Seize ans de prison pour un patient souffrant de schizophrénie
Actualités du droit - Gilles Devers, 14/12/2012
La cour d'assises de Paris a condamné hier à seize ans de prison un homme qui avait poussé un passant contre une rame de RER. Cours normal de la justice ? Non, car le condamné est aussi un patient, souffrant d’une grave maladie psychique. Alors quelques précisions s’imposent.
Un homme souffrant de schizophrénie
Dans une large partie de la presse, le condamné est appelé le « schizophrène ». Comme si la maladie identifiait la personne. Ainsi, si vous êtes diabétiques, vos collègues de bureau vous appelleront désormais « le diabétique ». Si vous êtes atteint d’une pathologie cardiaque, vous existerez comme « le cardiaque ». Si vous avez la grippe, vous êtes « le grippé ». C’est absolument insupportable, et ça montre combien de journalistes ont encore la tête obstruée par la bouse de l’époque sarkozyste.
Qualifier quelqu’un par sa maladie au motif qu’il est malade… Purée, je vous assure qu’il y a des assignations qui se perdent… et des coups de pied au cul aussi.
C’est un homme. Un être humain comme vous et moi. Vous connaissez vos maladies, et je connais les miennes. Lui, souffrait de schizophrénie au moment des faits, et de tout ce qui ressort du procès, il n’est pas guérie.
Peut-on guérir de cette maladie grave ? Il peut y avoir de vraies rémissions par la qualité de la prise en charge, avec une vie personnelle et sociale sauvegardée. Guérir ? Ce n’est pas le propos, comme pour bien des maladies graves. Mais traiter, contenir, réguler, apaiser,… c’est parfaitement possible. Alors, identifier le patient et sa maladie, c’est nier la personne.
Seize ans de prison pour un homme gravement malade
Je n’ai pas à discuter le verdict de la cour d’assises, et l’avocat de la défense n’avait pas l’air d’évoquer un appel. Je veux simplement noter à quel point ce verdict, qui s’inscrit dans une jurisprudence établie, annihile le discours perpétuel sur la justice mollassonne qui se mettrait à chouiner dès qu’un psychiatre se met à parler de la maladie d’un accusé.
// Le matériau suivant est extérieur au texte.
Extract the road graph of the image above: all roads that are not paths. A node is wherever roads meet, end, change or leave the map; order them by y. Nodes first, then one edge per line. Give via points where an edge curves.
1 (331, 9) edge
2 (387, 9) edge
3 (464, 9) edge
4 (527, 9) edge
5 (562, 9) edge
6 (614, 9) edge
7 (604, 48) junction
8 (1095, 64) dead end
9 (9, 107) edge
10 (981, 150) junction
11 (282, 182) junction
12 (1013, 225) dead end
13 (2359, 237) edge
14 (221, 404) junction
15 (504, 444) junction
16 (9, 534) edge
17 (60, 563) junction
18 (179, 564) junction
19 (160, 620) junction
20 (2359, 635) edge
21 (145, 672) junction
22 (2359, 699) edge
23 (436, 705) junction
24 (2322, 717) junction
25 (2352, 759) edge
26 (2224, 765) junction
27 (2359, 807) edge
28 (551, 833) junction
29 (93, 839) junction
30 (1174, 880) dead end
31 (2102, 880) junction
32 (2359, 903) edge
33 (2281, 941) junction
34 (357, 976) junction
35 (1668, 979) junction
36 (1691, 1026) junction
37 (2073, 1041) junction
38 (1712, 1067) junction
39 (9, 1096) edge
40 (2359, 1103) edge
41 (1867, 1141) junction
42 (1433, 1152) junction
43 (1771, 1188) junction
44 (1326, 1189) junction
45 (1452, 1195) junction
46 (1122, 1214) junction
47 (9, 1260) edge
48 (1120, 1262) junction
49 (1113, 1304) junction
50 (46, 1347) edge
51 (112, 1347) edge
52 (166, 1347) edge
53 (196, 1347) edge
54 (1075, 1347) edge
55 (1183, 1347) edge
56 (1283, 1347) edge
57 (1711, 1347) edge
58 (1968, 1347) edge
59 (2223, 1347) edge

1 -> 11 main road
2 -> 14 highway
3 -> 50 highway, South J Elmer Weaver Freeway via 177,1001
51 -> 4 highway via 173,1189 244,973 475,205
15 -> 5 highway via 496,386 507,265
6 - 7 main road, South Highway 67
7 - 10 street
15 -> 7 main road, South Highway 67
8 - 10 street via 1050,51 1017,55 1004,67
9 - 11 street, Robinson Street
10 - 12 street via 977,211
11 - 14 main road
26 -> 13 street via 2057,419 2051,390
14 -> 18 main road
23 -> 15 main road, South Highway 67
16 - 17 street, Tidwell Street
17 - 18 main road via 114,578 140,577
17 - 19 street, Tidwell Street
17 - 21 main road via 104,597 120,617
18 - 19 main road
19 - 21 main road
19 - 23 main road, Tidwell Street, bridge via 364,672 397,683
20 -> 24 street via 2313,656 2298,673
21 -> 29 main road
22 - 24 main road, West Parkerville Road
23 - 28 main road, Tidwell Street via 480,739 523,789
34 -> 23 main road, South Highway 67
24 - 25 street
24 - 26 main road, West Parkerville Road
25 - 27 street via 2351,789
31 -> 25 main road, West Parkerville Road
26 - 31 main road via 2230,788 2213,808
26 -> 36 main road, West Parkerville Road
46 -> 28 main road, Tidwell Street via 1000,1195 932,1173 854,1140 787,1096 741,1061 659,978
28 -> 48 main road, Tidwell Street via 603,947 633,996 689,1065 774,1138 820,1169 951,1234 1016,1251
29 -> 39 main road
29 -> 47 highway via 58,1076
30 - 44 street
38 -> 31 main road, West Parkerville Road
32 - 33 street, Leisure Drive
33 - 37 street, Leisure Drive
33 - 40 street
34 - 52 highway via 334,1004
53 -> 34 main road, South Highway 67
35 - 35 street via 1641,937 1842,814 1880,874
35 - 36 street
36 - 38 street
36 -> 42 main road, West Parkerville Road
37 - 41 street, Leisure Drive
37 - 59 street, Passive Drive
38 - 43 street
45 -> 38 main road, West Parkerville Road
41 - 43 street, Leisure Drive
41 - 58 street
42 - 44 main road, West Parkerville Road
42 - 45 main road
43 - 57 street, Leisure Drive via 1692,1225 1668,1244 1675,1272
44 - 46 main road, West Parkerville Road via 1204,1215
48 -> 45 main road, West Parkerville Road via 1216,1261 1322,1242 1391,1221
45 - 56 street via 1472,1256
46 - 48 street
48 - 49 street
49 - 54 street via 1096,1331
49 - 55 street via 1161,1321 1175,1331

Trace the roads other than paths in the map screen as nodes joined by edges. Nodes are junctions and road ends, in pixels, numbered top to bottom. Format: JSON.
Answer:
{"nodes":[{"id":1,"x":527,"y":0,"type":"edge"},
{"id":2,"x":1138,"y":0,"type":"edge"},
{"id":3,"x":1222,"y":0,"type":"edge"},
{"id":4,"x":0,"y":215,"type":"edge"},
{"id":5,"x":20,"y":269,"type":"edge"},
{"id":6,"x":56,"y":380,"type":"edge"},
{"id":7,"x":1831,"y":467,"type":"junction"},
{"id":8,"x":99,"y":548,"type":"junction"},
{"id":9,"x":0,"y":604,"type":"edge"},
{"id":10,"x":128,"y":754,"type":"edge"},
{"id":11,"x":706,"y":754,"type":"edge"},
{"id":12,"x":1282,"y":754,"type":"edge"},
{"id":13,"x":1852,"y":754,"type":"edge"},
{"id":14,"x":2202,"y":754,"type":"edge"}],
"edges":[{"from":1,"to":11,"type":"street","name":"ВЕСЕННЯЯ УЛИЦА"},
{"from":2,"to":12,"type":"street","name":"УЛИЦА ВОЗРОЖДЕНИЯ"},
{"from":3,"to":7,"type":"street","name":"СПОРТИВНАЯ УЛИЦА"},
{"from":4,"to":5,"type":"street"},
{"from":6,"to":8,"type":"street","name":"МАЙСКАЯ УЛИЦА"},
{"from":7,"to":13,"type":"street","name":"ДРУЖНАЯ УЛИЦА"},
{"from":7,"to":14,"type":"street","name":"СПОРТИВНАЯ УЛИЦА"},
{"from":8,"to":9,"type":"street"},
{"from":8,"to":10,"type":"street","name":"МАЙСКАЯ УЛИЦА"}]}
Pour ces faits particulièrement graves, les psychiatres avaient parlé de la maladie, et retenu un discernement altéré. Résultat : seize ans de prison. La famille de la victime était présente et a pu participer au procès. Alors, merci de nous épargner les litanies habituelles sur l’angélisme.
Un malade qui avait arrêté de se soigner
J’entends encore Sarko, sous les applaudissements de la foule en délire ; « il faut enfermer les monstres ». Que nous montre cette affaire ? Que la question n’est pas l’enfermement, mais le travail hors les murs, ce que les équipes appellent « le travail de secteur ».
L’hôpital est adapté pour des séjours pendant les crises, et le plus difficile est de gérer le retour à la vie sociale, qui se fait en fonction du secteur dépendant, dans la ville, du service hospitalier. Quand on sort de l’hôpital, ça ne va pas trop mal, et la grande difficulté est de maintenir la relation de soin. Cela suppose aussi une présence médicale effective, une disponibilité des équipes, des structures sociales pour faire le lien.
Alors, deux questions :
Quelle a été la politique de santé publique sur ces questions ces dernières années ?
Quelle est la politique du gouvernement actuel ?
Enfermer, c’est un discours facile, qui n’enferme que les illusions.
Un malade qu’il faut soigner
La cour d’assises a assorti la condamnation d’une obligation de soins. Très bien.
Mais l’obligation de soigner ne pèse-t-elle pas d’abord sur l’Etat ? Après le verdict d’hier, quelles garanties pour que dès aujourd’hui ce patient, dont la maladie a été reconnue par la cour, soit pris en charge correctement ?
L’Etat doit juger les crimes, et le rôle de la justice est de dire le droit par application des lois, en cherchant les malfaiteurs et en les conduisant devant les juges. Mais l’Etat doit aussi la protection aux malades, et il s’agit là d’un droit effectif.
Il reste à souhaiter que cet homme malade puisse trouver dans les prisons de la République toute la science et l’humanité pour l’aider à affronter sa maladie.
Ce que l’on sait des capacités thérapeutiques au sein des prisons laisse un doute.